What you likely intended was for your class to be defined as follows:

class Example:
    def __init__(self):
        self.arr = []
        self.arr.append(69)
        # Which would be the long way of writing
        # self.arr = [69]

Now the code

examples = []
for i in range(5):
    examples.append(example())

would give you a list of objects whose arr attribute each contains a single element, and

for e in examples:
    for a in e.arr:
        print(str(a))

would iterate over the distinct singleton list of each object, producing the expected 5 lines of output.

Answered By: chepner

You are appending 69 to arr 5 times while simultaneously appending the class to examples list. If you try this:

class example:
    arr = []
    def __init__(self):
        self.arr.append(69)
        print(self.arr)

You can see that your arr already has 69 5 times.

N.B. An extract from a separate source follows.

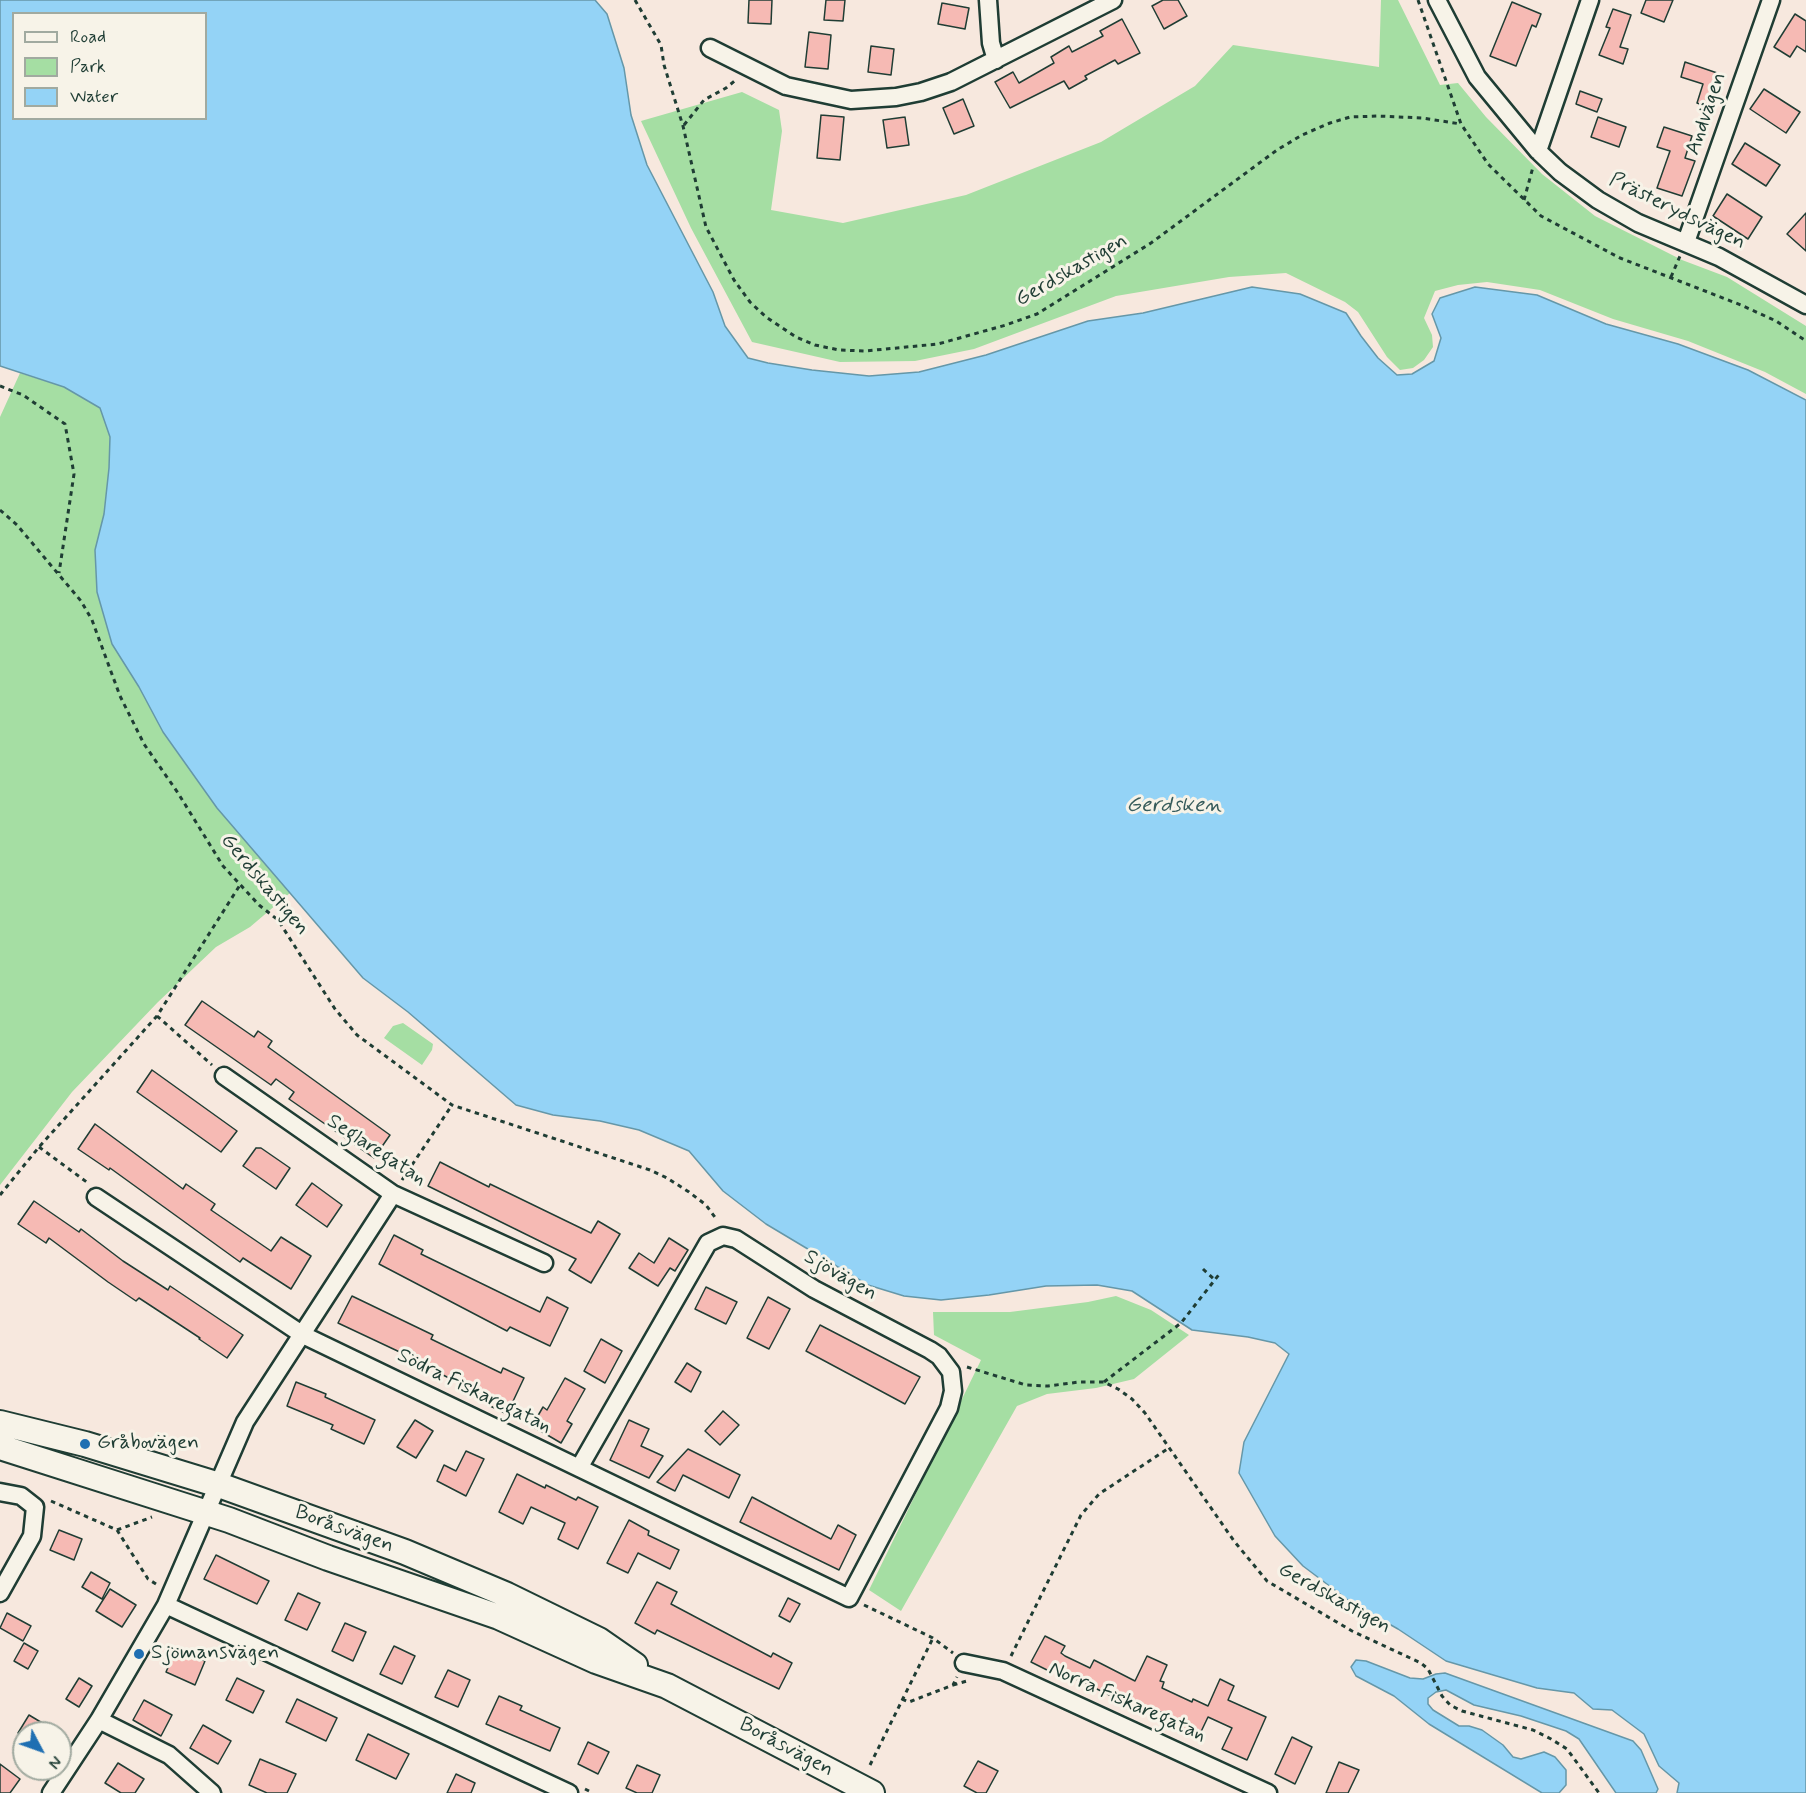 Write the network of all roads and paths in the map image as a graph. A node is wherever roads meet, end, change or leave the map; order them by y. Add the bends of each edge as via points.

Then, when you append the example class to your list it keeps on appending the class, however simultaneously the example class keeps on updating. Your current examples list outputs this:

[<__main__.example object at 0x000001A2026EFAF0>, <__main__.example object at 0x000001A2026EFAC0>, <__main__.example object at 0x000001A2026EFA90>, <__main__.example object at 0x000001A2026EF8B0>, <__main__.example object at 0x000001A2026EF730>]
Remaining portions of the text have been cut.